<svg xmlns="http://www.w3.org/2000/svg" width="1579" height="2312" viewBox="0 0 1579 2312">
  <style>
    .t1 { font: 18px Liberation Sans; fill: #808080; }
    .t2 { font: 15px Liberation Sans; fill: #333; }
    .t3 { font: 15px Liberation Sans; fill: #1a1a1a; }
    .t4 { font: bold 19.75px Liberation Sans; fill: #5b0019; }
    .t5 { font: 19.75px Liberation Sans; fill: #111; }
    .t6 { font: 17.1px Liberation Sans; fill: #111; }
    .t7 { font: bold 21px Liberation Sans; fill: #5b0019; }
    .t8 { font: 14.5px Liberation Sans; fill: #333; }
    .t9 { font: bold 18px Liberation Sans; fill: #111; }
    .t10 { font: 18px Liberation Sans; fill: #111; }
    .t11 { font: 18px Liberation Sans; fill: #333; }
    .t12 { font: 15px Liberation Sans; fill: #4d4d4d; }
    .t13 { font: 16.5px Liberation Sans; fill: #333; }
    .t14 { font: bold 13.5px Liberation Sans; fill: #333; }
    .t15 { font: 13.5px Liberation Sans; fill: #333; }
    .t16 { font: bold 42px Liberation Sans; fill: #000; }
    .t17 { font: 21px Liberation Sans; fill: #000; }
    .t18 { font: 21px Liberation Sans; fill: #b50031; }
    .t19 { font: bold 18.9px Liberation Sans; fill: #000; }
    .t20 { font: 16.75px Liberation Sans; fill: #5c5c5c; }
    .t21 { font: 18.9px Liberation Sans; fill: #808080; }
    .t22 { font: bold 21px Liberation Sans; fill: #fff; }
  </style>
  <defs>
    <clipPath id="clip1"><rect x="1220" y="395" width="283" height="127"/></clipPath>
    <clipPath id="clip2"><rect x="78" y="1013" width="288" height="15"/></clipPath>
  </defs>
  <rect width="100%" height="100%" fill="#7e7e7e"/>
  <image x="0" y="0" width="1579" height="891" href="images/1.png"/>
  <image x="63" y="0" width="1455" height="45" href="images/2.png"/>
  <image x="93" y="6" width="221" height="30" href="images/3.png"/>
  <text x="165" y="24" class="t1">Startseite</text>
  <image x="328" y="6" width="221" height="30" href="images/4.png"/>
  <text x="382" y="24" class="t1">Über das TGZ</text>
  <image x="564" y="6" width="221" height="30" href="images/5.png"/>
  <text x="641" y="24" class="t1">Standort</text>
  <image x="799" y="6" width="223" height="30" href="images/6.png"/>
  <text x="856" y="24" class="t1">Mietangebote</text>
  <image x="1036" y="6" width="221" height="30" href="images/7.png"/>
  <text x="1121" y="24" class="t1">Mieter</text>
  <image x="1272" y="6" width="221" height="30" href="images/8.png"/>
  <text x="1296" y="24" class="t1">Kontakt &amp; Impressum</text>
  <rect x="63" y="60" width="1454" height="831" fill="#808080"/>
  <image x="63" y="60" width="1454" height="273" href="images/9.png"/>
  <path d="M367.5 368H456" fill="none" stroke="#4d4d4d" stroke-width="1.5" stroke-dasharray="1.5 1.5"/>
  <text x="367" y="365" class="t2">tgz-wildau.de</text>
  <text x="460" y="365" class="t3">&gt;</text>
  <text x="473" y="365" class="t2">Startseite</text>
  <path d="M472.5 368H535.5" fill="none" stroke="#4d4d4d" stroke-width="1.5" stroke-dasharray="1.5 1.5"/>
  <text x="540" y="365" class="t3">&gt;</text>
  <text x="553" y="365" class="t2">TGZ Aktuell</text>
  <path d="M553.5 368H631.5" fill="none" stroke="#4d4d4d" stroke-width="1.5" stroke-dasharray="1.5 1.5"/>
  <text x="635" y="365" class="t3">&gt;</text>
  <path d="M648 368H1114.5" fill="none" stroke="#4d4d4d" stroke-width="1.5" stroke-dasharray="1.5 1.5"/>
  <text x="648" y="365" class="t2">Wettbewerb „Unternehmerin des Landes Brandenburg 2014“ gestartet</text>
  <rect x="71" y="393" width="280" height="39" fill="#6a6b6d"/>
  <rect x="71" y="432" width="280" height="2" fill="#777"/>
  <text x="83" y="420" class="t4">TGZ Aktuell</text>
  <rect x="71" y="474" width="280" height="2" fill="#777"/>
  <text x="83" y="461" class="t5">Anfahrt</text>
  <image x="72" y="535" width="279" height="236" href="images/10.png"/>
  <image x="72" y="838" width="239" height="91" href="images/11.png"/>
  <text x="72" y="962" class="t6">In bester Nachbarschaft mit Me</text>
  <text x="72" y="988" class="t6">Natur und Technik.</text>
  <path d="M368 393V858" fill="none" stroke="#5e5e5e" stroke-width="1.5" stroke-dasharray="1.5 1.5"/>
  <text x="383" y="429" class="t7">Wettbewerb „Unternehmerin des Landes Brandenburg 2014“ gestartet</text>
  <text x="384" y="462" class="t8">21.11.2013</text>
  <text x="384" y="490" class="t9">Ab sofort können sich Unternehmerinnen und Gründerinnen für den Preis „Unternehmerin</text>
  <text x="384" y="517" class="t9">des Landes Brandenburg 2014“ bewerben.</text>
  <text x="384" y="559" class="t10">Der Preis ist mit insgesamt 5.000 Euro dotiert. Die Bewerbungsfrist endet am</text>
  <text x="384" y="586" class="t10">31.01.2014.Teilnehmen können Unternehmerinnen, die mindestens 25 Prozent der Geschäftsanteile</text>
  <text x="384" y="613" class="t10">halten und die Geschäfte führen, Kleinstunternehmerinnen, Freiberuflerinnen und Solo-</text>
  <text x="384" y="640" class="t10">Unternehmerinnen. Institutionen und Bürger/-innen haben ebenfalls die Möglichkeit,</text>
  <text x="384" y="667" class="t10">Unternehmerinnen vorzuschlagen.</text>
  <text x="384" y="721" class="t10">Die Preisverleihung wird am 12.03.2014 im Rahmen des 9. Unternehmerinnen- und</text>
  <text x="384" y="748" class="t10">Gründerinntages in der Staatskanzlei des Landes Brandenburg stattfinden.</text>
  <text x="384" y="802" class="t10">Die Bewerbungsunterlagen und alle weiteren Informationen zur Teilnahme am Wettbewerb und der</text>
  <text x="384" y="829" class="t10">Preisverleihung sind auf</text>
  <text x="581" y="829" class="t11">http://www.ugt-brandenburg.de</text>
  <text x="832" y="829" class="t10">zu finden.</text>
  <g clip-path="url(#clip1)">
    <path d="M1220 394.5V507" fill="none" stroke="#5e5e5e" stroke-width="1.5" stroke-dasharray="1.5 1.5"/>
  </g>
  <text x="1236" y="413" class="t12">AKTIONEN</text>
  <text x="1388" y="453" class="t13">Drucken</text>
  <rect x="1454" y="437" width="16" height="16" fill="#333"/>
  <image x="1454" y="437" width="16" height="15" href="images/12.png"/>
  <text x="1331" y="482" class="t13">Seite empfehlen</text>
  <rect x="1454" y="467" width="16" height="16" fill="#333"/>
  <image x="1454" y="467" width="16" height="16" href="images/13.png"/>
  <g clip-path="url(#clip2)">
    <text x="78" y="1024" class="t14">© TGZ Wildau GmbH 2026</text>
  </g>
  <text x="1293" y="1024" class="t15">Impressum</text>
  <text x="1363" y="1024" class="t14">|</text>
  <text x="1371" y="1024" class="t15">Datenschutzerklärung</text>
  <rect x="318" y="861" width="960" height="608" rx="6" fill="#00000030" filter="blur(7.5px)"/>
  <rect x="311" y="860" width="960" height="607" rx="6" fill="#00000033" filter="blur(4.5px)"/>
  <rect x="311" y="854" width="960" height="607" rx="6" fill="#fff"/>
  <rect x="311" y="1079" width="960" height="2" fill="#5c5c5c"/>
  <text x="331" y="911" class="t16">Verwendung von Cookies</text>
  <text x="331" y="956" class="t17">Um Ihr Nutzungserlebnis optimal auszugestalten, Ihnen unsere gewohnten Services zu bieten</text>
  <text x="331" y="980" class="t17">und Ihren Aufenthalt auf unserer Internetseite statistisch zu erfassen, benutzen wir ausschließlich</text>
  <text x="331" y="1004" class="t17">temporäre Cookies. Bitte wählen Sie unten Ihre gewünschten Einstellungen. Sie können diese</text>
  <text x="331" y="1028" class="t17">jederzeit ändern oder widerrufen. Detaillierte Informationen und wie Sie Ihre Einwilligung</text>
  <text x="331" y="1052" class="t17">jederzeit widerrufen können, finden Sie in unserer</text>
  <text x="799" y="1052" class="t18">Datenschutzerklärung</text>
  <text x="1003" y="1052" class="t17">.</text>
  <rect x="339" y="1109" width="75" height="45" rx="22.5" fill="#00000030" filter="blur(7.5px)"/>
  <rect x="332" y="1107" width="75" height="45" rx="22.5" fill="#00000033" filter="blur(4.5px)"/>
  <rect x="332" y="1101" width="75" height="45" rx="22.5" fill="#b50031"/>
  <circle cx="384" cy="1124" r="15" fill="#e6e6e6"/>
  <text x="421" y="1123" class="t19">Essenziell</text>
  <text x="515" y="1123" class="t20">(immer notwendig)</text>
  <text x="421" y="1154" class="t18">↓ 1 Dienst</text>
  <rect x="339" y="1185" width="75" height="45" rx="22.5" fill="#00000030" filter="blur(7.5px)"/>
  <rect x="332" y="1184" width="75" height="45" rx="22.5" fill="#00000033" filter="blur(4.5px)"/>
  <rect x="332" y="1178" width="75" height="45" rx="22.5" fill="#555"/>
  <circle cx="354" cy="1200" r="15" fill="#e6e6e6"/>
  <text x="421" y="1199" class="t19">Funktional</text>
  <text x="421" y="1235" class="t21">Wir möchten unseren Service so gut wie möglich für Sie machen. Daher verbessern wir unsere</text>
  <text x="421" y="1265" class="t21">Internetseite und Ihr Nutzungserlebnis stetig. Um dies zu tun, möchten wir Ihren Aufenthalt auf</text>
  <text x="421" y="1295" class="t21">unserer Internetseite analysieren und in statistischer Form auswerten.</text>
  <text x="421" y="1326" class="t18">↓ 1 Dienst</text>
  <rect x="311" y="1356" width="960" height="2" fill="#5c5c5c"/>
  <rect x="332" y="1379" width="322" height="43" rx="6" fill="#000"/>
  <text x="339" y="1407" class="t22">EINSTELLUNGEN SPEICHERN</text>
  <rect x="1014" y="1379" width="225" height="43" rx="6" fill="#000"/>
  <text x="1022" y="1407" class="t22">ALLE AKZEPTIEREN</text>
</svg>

◆ ◆ ◆ ◆

• _Exercise description_:
Copy every line above in which the string "widerrufen" shows up.

• _Problem solution_:
  <text x="331" y="1028" class="t17">jederzeit ändern oder widerrufen. Detaillierte Informationen und wie Sie Ihre Einwilligung</text>
  <text x="331" y="1052" class="t17">jederzeit widerrufen können, finden Sie in unserer</text>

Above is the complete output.